■ Stored records:
|---|

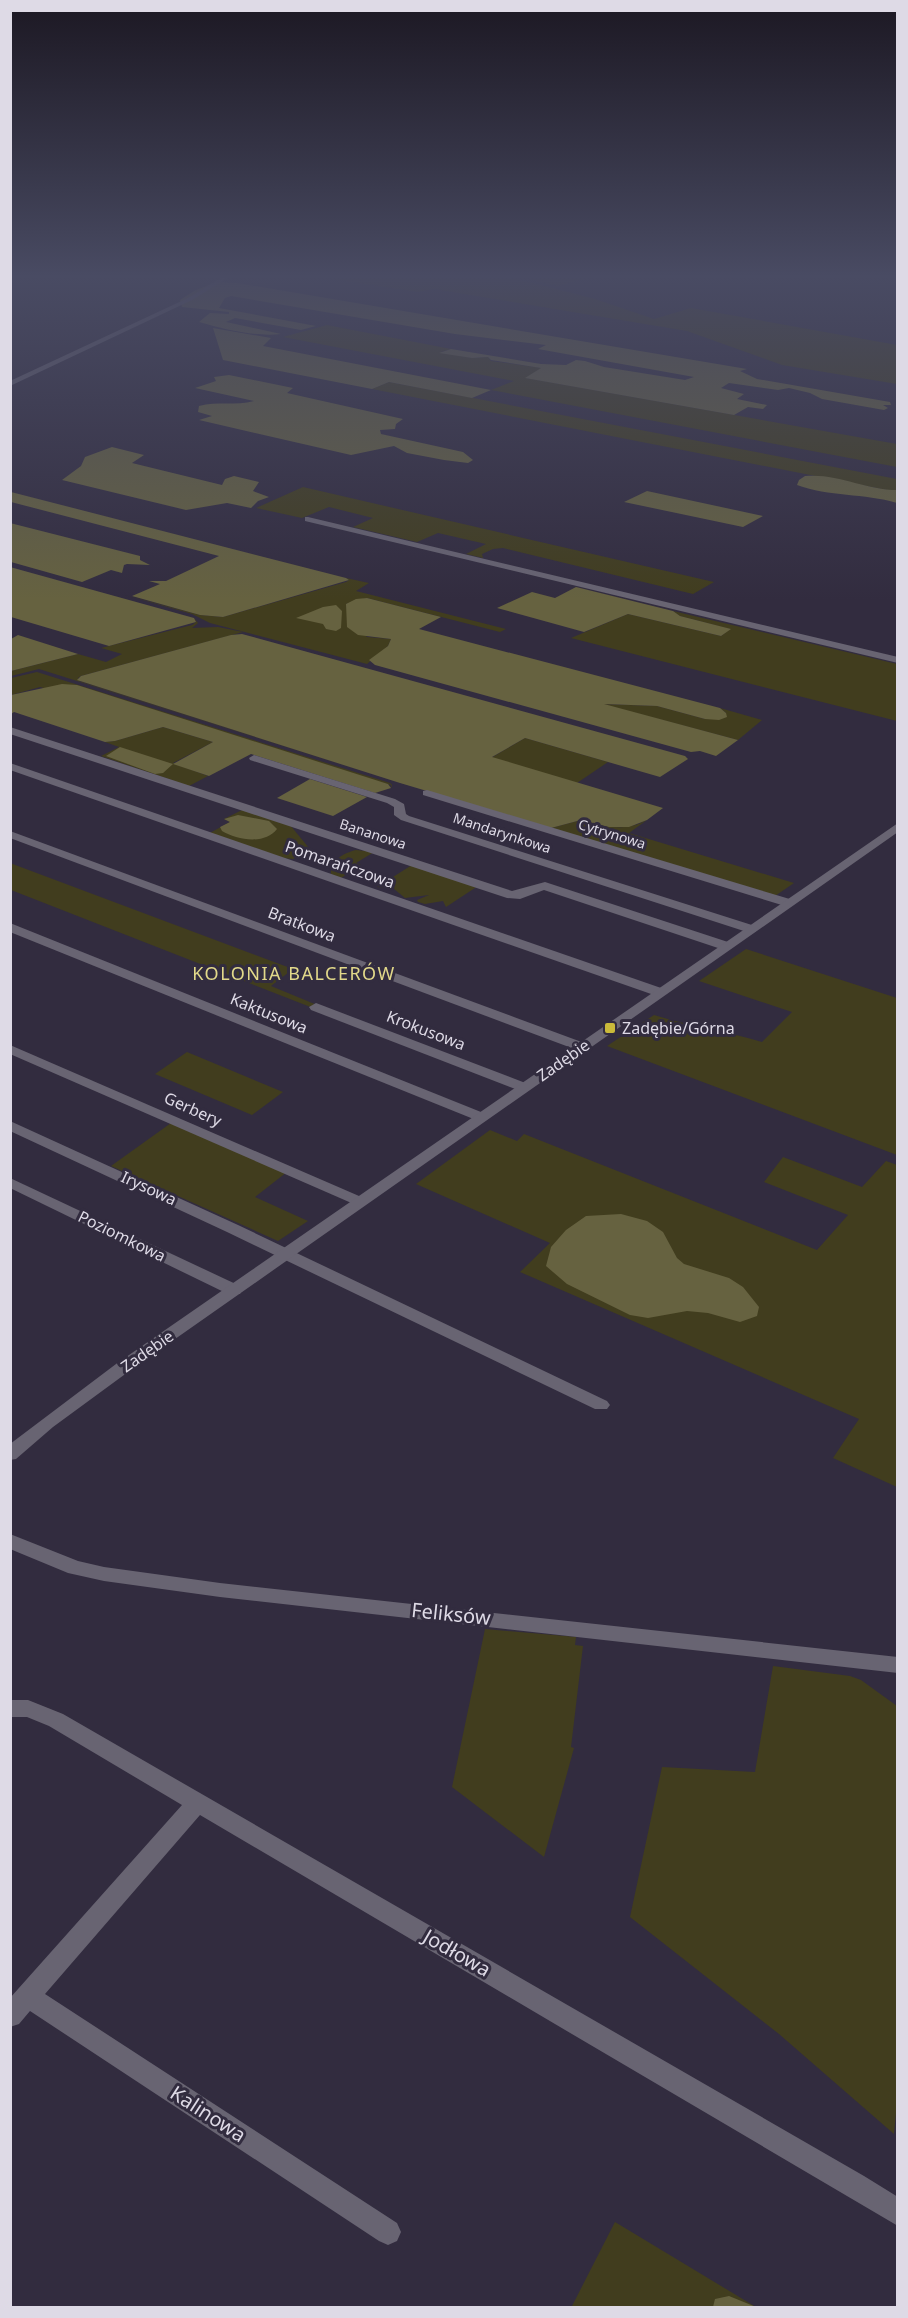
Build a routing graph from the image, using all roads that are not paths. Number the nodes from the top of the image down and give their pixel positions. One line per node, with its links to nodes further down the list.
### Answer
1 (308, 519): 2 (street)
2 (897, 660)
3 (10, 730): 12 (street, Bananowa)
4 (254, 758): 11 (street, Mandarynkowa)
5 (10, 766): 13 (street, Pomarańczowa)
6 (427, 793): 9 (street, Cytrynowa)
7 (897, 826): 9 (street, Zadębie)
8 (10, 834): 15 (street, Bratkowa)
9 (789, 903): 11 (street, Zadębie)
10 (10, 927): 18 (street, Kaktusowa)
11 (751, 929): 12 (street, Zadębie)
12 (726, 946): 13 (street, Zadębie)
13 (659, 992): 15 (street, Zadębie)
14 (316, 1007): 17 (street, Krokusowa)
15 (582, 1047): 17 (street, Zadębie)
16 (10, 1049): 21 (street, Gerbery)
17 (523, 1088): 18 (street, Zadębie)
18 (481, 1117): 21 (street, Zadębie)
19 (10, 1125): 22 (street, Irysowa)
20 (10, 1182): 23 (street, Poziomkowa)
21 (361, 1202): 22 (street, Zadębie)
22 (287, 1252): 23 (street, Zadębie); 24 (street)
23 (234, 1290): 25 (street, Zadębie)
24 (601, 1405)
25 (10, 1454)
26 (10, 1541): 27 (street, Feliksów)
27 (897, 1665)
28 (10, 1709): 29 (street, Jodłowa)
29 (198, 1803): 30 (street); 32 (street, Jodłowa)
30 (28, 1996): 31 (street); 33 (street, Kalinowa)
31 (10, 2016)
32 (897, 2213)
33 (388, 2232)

|---|

Repeat each entry exactly as given; no pictures belong in the copy.

Build a routing graph from the image, using all roads that are not paths. Number the nodes from the top of the image down and give their pixel positions. One line per node, with its links to nodes further down the list.
### Answer
1 (308, 519): 2 (street)
2 (897, 660)
3 (10, 730): 12 (street, Bananowa)
4 (254, 758): 11 (street, Mandarynkowa)
5 (10, 766): 13 (street, Pomarańczowa)
6 (427, 793): 9 (street, Cytrynowa)
7 (897, 826): 9 (street, Zadębie)
8 (10, 834): 15 (street, Bratkowa)
9 (789, 903): 11 (street, Zadębie)
10 (10, 927): 18 (street, Kaktusowa)
11 (751, 929): 12 (street, Zadębie)
12 (726, 946): 13 (street, Zadębie)
13 (659, 992): 15 (street, Zadębie)
14 (316, 1007): 17 (street, Krokusowa)
15 (582, 1047): 17 (street, Zadębie)
16 (10, 1049): 21 (street, Gerbery)
17 (523, 1088): 18 (street, Zadębie)
18 (481, 1117): 21 (street, Zadębie)
19 (10, 1125): 22 (street, Irysowa)
20 (10, 1182): 23 (street, Poziomkowa)
21 (361, 1202): 22 (street, Zadębie)
22 (287, 1252): 23 (street, Zadębie); 24 (street)
23 (234, 1290): 25 (street, Zadębie)
24 (601, 1405)
25 (10, 1454)
26 (10, 1541): 27 (street, Feliksów)
27 (897, 1665)
28 (10, 1709): 29 (street, Jodłowa)
29 (198, 1803): 30 (street); 32 (street, Jodłowa)
30 (28, 1996): 31 (street); 33 (street, Kalinowa)
31 (10, 2016)
32 (897, 2213)
33 (388, 2232)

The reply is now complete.